▸ **Task details**
All lines with the word "dead" must be pulled from the entries below.

▸ **Input material**

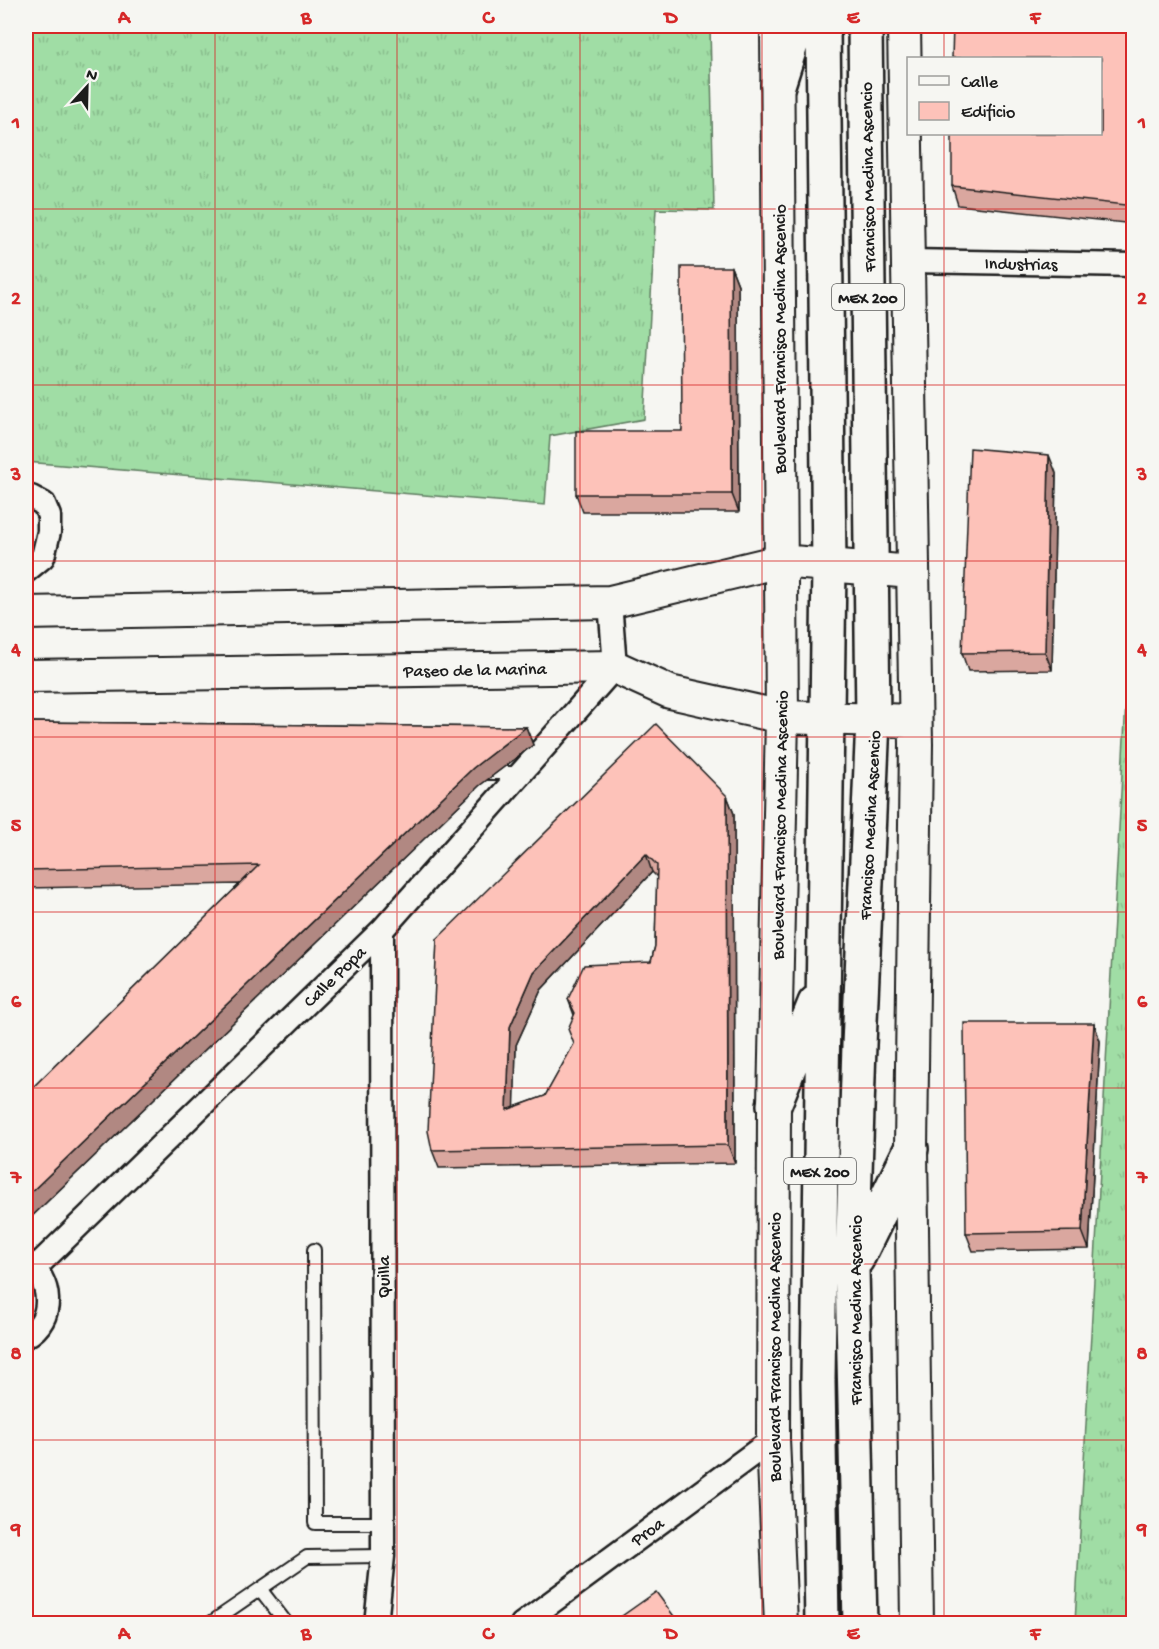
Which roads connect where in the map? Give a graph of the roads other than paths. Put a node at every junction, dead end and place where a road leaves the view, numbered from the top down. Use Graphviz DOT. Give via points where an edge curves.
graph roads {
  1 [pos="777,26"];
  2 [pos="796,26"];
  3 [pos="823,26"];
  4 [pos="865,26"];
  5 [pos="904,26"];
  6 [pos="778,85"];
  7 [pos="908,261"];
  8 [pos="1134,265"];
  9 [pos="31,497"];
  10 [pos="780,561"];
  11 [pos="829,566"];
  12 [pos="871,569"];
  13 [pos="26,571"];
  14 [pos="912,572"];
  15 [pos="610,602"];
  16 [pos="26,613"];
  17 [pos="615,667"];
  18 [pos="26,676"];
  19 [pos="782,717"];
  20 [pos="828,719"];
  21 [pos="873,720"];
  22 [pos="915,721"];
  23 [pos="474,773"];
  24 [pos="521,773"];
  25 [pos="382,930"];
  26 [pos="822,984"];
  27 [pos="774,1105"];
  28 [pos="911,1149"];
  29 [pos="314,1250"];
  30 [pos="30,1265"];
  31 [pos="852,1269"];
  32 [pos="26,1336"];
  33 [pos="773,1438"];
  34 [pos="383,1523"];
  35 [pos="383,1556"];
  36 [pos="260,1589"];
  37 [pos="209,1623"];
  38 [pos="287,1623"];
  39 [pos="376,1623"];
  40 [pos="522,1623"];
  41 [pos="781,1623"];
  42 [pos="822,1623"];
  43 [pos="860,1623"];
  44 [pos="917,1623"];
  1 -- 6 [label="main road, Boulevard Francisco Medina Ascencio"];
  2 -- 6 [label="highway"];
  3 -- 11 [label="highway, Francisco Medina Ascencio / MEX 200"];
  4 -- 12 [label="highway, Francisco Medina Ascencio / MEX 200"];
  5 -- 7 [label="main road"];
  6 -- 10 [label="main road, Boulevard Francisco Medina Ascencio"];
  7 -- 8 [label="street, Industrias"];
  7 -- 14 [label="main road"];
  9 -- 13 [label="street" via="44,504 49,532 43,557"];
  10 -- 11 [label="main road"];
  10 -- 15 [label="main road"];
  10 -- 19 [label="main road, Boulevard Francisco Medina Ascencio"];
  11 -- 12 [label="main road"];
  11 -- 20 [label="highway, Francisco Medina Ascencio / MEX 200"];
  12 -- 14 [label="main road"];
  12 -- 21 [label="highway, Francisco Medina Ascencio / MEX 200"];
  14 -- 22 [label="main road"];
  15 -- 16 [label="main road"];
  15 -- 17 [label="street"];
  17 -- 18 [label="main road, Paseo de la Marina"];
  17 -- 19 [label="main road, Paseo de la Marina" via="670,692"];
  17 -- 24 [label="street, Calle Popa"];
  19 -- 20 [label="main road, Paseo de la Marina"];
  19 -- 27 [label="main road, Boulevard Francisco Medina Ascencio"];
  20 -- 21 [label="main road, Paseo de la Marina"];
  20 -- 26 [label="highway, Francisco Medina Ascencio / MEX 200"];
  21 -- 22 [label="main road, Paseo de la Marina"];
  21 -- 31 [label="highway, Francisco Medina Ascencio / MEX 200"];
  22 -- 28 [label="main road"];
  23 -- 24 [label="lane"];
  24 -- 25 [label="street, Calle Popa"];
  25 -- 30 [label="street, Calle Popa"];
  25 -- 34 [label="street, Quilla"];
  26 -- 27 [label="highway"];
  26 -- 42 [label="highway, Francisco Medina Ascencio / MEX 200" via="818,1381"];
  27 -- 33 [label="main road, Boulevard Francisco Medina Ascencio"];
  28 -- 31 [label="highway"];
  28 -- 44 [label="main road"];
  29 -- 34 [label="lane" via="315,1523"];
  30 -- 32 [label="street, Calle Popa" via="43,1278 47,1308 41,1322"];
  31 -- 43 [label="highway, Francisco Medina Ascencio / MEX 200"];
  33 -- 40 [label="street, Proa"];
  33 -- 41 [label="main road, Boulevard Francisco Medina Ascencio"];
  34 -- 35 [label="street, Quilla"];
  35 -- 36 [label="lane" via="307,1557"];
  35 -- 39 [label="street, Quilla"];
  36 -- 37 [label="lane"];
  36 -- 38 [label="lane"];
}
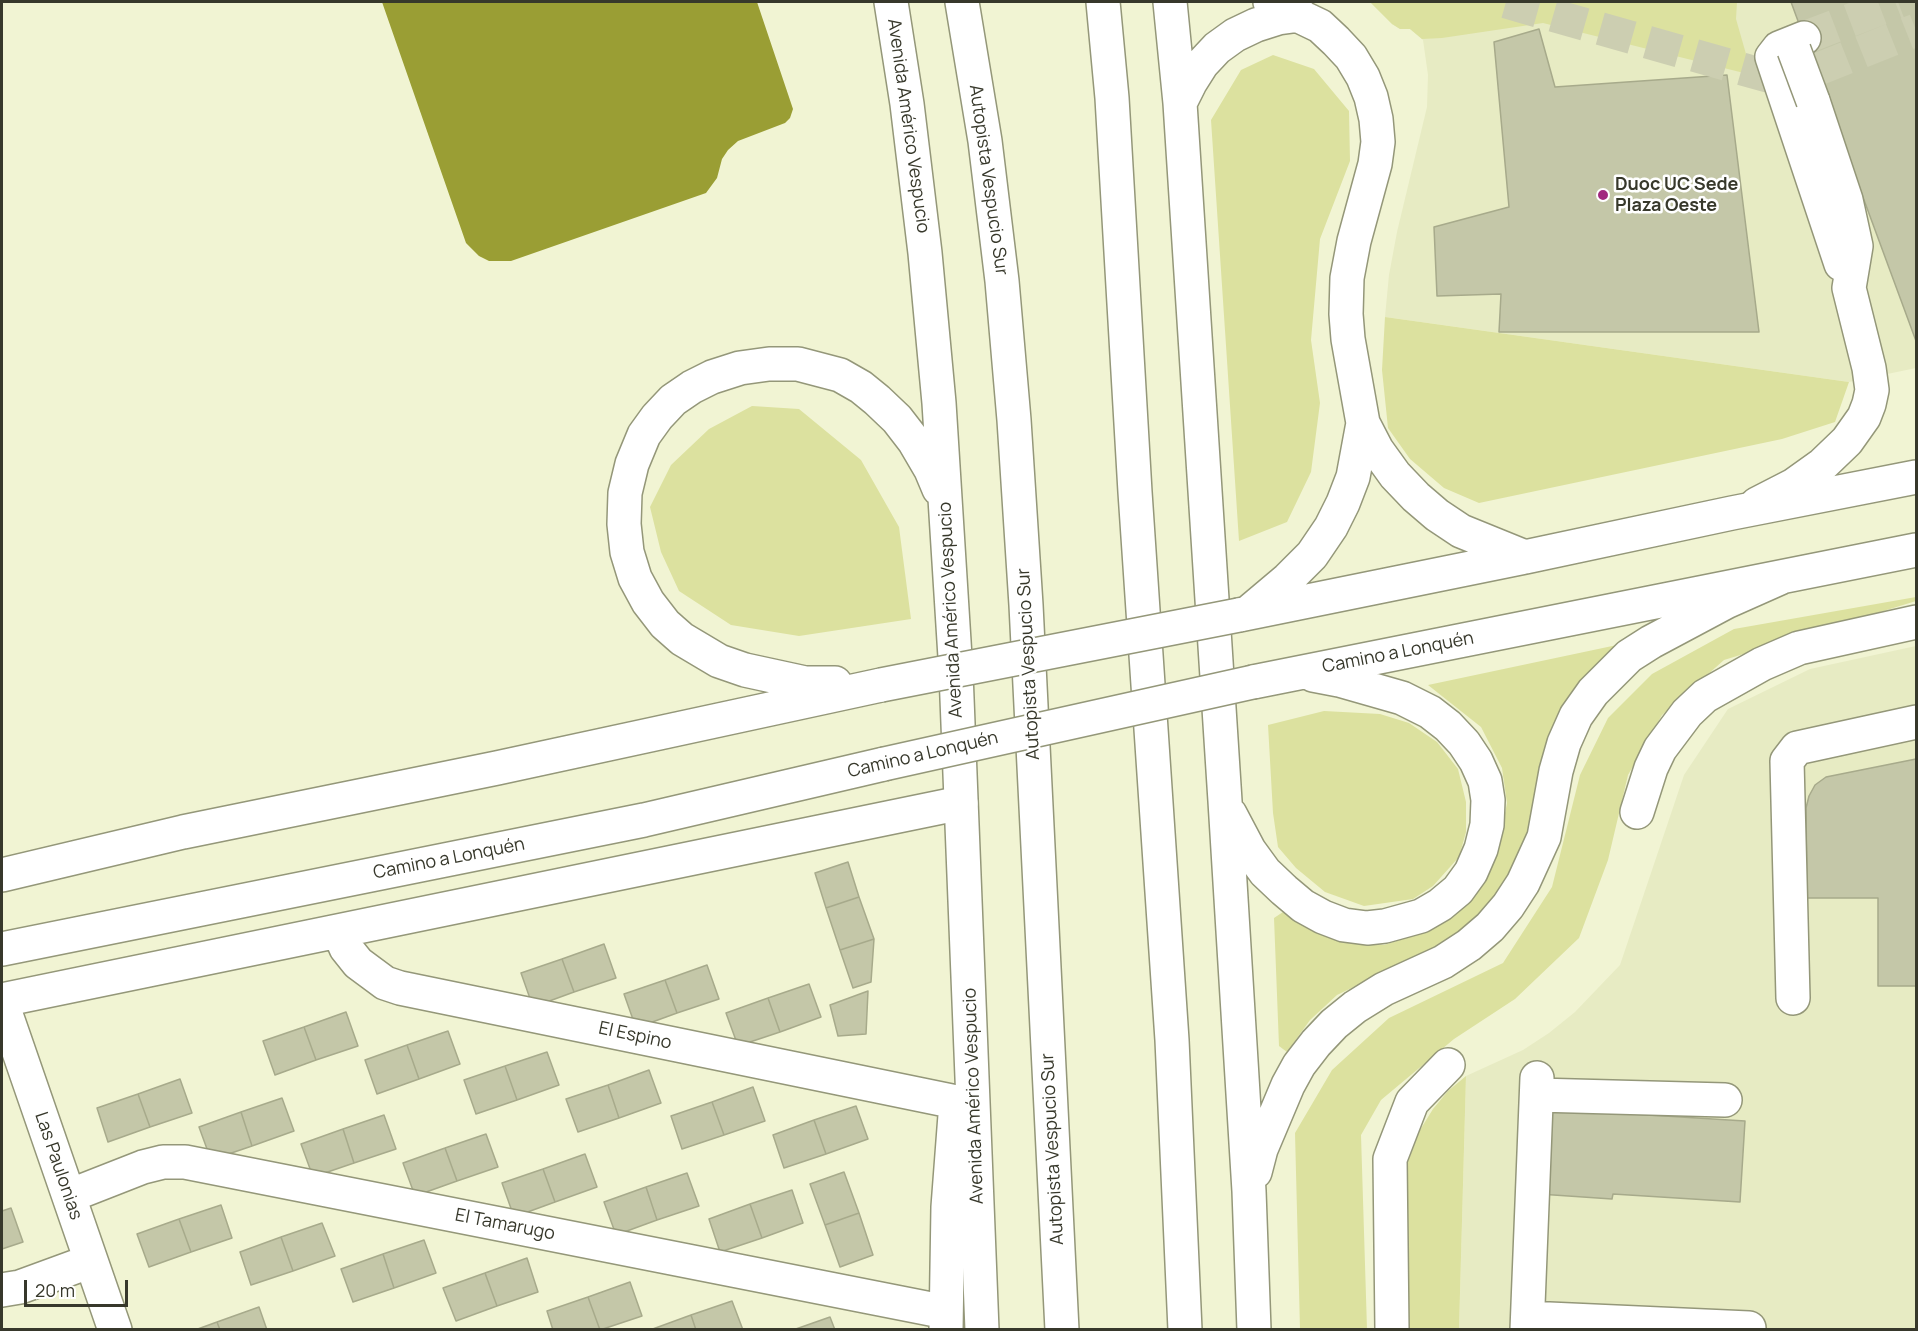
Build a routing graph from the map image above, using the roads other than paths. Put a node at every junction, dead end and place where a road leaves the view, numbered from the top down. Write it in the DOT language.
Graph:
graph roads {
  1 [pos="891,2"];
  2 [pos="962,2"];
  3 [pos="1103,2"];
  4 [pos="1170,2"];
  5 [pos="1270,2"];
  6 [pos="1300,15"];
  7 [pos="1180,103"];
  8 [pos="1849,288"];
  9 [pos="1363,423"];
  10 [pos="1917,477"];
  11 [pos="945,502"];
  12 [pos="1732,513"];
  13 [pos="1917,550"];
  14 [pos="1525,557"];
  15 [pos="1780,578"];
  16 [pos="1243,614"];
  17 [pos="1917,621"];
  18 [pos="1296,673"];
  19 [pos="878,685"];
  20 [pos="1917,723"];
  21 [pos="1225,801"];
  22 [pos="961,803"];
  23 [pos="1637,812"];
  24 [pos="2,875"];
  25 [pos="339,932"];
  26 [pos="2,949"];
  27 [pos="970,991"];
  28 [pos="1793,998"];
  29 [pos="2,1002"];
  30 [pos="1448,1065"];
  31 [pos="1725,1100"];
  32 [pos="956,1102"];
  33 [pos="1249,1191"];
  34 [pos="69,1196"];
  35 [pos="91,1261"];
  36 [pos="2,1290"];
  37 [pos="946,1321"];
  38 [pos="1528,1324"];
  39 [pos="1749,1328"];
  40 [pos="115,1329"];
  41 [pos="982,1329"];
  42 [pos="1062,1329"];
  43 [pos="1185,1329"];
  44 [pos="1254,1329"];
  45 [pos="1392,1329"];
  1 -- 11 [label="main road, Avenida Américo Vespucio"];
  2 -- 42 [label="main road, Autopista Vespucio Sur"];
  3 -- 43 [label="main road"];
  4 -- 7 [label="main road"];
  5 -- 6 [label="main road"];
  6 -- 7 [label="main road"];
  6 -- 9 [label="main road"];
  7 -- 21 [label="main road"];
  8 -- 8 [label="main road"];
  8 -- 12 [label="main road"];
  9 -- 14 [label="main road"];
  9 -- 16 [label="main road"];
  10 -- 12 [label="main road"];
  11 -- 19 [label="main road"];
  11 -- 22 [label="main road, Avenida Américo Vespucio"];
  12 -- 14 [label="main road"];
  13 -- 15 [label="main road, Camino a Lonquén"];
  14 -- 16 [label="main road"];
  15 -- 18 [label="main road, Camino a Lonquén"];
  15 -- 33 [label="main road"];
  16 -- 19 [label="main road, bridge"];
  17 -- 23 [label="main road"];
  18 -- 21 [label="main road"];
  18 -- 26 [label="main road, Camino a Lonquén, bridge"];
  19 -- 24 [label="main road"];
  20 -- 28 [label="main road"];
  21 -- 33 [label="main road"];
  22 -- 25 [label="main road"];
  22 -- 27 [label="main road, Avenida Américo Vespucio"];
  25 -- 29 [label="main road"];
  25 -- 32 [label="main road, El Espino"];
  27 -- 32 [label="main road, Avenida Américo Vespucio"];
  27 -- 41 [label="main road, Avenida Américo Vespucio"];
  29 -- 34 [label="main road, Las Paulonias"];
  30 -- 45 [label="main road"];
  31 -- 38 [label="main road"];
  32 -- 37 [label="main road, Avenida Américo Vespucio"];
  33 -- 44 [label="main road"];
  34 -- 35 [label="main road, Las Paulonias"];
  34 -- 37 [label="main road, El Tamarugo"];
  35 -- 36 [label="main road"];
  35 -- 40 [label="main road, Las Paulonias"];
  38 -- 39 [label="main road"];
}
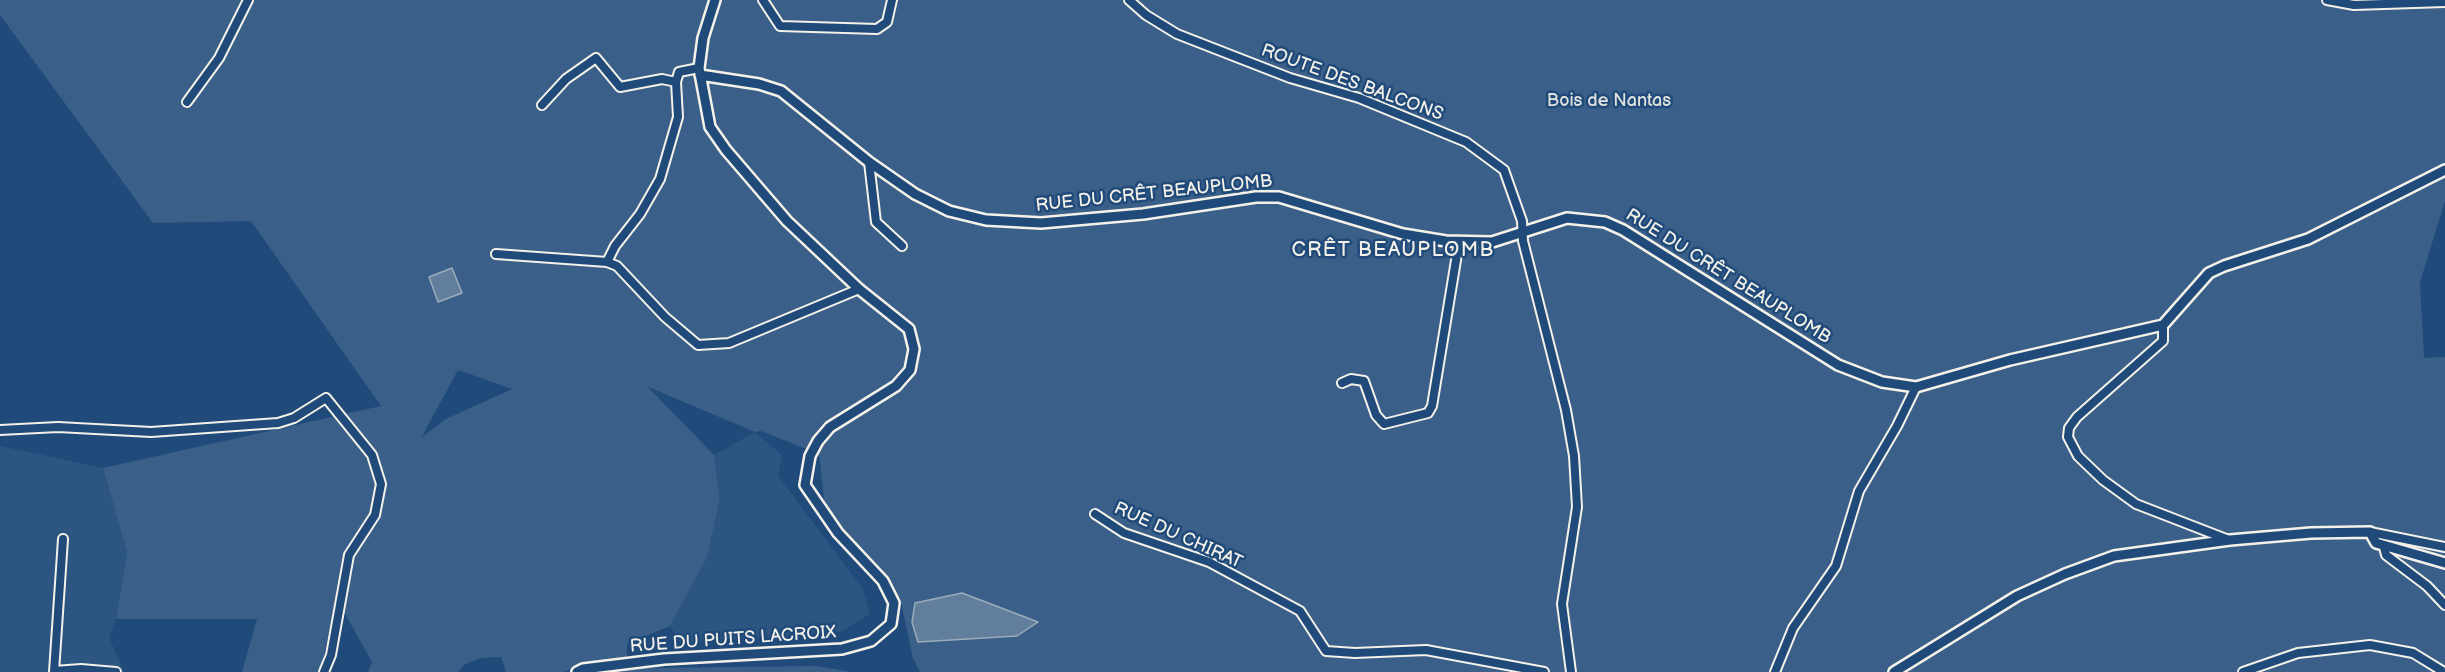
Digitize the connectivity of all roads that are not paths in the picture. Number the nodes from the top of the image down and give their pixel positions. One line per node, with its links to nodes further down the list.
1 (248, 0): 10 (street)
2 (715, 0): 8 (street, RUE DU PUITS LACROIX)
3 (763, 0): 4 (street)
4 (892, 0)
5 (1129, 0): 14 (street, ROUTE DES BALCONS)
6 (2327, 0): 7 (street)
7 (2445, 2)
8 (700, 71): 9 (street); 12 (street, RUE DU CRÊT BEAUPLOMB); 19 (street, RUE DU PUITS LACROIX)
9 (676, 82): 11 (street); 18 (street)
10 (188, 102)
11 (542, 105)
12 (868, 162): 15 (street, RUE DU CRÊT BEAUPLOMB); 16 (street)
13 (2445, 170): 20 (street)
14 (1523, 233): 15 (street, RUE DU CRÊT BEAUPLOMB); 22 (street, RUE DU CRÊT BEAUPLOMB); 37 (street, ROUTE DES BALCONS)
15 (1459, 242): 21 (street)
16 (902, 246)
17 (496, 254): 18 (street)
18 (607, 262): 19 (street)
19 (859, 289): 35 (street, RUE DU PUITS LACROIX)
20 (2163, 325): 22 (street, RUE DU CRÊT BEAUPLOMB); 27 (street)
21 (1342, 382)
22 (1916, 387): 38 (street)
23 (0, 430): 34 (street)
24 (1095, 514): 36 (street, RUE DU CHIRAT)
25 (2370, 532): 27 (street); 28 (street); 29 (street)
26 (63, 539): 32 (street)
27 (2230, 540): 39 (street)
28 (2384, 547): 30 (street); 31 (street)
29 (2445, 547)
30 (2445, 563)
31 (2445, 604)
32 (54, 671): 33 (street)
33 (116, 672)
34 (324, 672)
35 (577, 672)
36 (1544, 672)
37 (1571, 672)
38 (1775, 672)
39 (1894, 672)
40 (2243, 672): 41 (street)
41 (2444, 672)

▸ **Answer space**
Which roads connect where in the map? Give a graph of the roads other than paths. Put a node at every junction, dead end and place where a road leaves the view, numbered from the top down. Use Graphviz DOT. Give via points where an edge curves.
Build a routing graph from the map image above, using the roads other than paths. Put a node at every junction, dead end and place where a road leaves the view, numbered from the top down. Write it in the DOT language.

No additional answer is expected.